▶ **What the task requires**: Look through the material below. Copy every line with the string "main" in it.

▶ **Supplied records**:

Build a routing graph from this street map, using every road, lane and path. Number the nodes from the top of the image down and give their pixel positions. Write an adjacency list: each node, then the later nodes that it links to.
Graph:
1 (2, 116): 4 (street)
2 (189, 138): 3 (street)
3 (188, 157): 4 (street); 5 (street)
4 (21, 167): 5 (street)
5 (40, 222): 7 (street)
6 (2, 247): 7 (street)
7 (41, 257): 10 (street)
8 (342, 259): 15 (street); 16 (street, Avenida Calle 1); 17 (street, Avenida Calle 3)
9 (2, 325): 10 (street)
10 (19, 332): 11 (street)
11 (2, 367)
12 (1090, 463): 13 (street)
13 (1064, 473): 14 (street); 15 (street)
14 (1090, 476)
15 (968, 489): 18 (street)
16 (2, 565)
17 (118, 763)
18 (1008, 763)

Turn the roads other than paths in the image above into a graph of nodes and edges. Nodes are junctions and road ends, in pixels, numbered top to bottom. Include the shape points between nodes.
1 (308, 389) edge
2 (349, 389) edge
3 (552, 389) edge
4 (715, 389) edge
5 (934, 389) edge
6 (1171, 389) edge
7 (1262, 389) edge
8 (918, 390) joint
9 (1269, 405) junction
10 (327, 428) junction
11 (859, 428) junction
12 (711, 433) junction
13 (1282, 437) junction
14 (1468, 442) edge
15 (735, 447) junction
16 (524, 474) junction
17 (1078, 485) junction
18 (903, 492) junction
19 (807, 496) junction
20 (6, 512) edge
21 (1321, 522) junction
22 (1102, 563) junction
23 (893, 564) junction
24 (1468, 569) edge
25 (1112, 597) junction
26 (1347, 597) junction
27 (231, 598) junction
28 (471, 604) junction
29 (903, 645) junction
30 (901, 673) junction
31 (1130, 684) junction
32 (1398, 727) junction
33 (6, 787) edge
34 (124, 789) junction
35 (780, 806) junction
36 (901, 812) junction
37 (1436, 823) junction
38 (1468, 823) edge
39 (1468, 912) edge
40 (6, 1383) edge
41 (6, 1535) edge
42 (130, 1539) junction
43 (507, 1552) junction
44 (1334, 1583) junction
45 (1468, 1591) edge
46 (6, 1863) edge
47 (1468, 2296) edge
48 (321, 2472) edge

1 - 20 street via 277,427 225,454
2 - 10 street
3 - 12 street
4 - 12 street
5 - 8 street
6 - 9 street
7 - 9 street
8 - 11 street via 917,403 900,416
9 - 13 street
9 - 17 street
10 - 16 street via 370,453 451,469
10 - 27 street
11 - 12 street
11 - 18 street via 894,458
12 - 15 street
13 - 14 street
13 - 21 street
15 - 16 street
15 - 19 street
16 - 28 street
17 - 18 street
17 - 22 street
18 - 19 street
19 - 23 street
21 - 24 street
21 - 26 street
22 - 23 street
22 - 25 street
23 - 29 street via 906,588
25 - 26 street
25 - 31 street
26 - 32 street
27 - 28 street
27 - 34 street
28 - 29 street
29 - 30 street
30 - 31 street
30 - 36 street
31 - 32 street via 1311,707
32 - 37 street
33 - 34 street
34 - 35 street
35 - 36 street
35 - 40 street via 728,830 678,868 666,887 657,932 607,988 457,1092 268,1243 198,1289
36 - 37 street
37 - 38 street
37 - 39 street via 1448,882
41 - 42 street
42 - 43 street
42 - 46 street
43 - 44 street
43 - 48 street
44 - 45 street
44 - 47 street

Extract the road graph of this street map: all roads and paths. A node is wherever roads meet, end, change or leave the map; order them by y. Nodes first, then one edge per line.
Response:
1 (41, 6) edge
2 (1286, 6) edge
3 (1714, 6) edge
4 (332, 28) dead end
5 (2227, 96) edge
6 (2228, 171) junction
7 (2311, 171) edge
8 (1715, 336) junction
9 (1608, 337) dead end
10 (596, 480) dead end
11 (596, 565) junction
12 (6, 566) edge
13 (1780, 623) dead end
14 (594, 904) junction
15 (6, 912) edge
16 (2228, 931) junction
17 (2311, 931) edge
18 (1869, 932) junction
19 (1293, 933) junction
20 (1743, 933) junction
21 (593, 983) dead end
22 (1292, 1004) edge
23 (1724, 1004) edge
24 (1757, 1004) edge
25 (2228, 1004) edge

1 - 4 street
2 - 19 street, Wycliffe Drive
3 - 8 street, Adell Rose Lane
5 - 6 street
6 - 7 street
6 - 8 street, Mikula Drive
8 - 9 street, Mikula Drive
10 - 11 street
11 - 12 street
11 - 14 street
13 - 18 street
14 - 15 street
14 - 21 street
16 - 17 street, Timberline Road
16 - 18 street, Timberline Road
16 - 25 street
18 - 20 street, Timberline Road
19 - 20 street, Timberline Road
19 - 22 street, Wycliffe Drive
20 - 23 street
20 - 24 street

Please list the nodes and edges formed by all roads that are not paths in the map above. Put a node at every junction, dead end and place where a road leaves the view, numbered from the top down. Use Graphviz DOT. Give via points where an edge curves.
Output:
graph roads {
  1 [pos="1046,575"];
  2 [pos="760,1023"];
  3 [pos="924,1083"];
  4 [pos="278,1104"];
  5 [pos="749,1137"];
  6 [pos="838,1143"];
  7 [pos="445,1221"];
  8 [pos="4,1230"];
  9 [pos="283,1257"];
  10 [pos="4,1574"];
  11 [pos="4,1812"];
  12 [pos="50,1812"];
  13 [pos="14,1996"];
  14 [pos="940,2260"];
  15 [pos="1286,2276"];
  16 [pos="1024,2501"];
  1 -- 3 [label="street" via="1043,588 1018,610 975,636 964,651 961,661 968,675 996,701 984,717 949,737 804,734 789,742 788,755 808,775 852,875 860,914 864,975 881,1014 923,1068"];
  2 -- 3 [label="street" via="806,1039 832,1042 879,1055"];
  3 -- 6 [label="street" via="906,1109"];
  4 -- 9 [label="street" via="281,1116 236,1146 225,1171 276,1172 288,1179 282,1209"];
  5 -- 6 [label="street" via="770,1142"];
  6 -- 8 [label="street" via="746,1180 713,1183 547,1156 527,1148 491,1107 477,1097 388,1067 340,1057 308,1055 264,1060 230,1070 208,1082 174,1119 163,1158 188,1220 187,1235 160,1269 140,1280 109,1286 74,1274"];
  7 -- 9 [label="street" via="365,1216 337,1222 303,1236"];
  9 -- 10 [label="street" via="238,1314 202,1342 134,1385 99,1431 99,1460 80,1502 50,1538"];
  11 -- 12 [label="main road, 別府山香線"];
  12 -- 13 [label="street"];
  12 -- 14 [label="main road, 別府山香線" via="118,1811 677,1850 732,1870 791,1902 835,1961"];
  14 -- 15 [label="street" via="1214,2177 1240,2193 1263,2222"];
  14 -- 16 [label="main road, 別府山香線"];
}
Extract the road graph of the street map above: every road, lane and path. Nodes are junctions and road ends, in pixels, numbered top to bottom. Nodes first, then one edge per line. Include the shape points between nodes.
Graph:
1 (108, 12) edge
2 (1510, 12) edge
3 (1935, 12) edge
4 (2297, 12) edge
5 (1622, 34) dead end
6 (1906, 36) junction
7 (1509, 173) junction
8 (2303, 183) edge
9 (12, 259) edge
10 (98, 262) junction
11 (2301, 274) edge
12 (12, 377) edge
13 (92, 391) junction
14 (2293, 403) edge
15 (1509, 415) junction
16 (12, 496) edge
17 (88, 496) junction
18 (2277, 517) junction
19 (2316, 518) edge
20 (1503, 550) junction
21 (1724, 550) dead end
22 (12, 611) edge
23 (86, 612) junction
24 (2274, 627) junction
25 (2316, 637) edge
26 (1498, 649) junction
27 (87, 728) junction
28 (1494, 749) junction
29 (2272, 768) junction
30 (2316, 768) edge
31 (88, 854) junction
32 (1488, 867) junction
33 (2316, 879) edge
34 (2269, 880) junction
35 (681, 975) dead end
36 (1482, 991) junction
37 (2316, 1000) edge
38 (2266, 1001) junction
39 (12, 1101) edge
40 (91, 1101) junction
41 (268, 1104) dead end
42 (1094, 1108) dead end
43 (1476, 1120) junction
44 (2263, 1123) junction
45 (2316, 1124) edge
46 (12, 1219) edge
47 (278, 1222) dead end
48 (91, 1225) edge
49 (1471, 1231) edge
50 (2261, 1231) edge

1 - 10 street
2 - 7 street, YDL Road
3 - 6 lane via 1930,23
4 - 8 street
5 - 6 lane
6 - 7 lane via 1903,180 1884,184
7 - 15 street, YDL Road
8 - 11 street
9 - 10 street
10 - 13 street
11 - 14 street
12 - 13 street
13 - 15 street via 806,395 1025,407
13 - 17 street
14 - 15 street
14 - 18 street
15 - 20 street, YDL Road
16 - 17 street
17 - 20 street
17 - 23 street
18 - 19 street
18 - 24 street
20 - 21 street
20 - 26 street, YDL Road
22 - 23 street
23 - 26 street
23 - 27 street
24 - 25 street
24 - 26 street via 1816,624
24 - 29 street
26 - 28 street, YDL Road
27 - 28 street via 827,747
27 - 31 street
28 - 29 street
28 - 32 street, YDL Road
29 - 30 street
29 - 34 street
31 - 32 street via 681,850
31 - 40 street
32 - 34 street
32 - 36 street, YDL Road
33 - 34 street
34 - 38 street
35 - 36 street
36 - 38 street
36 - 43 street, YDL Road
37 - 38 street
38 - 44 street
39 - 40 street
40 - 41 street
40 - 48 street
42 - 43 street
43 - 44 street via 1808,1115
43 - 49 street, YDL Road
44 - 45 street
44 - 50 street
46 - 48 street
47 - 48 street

▶ **Written answer**:
  11 -- 12 [label="main road, 別府山香線"];
  12 -- 14 [label="main road, 別府山香線" via="118,1811 677,1850 732,1870 791,1902 835,1961"];
  14 -- 16 [label="main road, 別府山香線"];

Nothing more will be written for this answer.